INFORMATION GIVEN Start Marker

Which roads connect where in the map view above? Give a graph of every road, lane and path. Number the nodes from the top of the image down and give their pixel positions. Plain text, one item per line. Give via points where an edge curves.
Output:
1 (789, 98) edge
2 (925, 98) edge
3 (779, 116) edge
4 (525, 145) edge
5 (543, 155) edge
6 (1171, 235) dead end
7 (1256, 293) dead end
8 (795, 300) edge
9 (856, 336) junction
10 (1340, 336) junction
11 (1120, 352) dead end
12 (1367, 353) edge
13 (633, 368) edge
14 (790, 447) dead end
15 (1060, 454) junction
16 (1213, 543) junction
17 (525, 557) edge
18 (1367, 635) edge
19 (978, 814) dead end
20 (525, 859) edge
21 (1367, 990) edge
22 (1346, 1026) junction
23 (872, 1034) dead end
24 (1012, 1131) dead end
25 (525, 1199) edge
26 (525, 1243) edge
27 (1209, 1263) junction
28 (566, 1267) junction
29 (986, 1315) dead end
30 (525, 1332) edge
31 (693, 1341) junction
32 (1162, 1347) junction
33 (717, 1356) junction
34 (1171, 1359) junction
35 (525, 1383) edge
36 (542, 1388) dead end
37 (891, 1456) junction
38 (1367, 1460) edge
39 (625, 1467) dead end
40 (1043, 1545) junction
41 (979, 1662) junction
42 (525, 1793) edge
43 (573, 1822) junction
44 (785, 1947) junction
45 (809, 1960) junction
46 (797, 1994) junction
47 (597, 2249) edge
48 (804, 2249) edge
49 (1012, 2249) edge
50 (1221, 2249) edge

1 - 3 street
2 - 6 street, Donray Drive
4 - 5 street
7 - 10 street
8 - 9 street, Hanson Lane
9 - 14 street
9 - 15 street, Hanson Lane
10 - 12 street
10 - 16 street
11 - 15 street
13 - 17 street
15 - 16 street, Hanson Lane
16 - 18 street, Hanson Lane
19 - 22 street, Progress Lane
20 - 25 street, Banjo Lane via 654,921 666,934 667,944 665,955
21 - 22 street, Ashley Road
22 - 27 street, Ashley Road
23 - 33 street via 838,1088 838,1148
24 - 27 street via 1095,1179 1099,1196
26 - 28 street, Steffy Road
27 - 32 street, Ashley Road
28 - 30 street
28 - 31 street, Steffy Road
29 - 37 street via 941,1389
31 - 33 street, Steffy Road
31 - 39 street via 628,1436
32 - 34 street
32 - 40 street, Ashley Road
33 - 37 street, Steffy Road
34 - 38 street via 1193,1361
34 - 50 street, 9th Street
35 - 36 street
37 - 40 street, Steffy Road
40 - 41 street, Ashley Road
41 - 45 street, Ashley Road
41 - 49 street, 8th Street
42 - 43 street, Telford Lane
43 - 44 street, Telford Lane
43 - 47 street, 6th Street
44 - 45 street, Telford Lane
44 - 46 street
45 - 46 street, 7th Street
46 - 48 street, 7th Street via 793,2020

INFORMATION GIVEN End Marker

YOUR OBJECTIVE:
Each line of the data is to be restated exactly.

THE ANSWER:
Which roads connect where in the map view above? Give a graph of every road, lane and path. Number the nodes from the top of the image down and give their pixel positions. Plain text, one item per line. Give via points where an edge curves.
Output:
1 (789, 98) edge
2 (925, 98) edge
3 (779, 116) edge
4 (525, 145) edge
5 (543, 155) edge
6 (1171, 235) dead end
7 (1256, 293) dead end
8 (795, 300) edge
9 (856, 336) junction
10 (1340, 336) junction
11 (1120, 352) dead end
12 (1367, 353) edge
13 (633, 368) edge
14 (790, 447) dead end
15 (1060, 454) junction
16 (1213, 543) junction
17 (525, 557) edge
18 (1367, 635) edge
19 (978, 814) dead end
20 (525, 859) edge
21 (1367, 990) edge
22 (1346, 1026) junction
23 (872, 1034) dead end
24 (1012, 1131) dead end
25 (525, 1199) edge
26 (525, 1243) edge
27 (1209, 1263) junction
28 (566, 1267) junction
29 (986, 1315) dead end
30 (525, 1332) edge
31 (693, 1341) junction
32 (1162, 1347) junction
33 (717, 1356) junction
34 (1171, 1359) junction
35 (525, 1383) edge
36 (542, 1388) dead end
37 (891, 1456) junction
38 (1367, 1460) edge
39 (625, 1467) dead end
40 (1043, 1545) junction
41 (979, 1662) junction
42 (525, 1793) edge
43 (573, 1822) junction
44 (785, 1947) junction
45 (809, 1960) junction
46 (797, 1994) junction
47 (597, 2249) edge
48 (804, 2249) edge
49 (1012, 2249) edge
50 (1221, 2249) edge

1 - 3 street
2 - 6 street, Donray Drive
4 - 5 street
7 - 10 street
8 - 9 street, Hanson Lane
9 - 14 street
9 - 15 street, Hanson Lane
10 - 12 street
10 - 16 street
11 - 15 street
13 - 17 street
15 - 16 street, Hanson Lane
16 - 18 street, Hanson Lane
19 - 22 street, Progress Lane
20 - 25 street, Banjo Lane via 654,921 666,934 667,944 665,955
21 - 22 street, Ashley Road
22 - 27 street, Ashley Road
23 - 33 street via 838,1088 838,1148
24 - 27 street via 1095,1179 1099,1196
26 - 28 street, Steffy Road
27 - 32 street, Ashley Road
28 - 30 street
28 - 31 street, Steffy Road
29 - 37 street via 941,1389
31 - 33 street, Steffy Road
31 - 39 street via 628,1436
32 - 34 street
32 - 40 street, Ashley Road
33 - 37 street, Steffy Road
34 - 38 street via 1193,1361
34 - 50 street, 9th Street
35 - 36 street
37 - 40 street, Steffy Road
40 - 41 street, Ashley Road
41 - 45 street, Ashley Road
41 - 49 street, 8th Street
42 - 43 street, Telford Lane
43 - 44 street, Telford Lane
43 - 47 street, 6th Street
44 - 45 street, Telford Lane
44 - 46 street
45 - 46 street, 7th Street
46 - 48 street, 7th Street via 793,2020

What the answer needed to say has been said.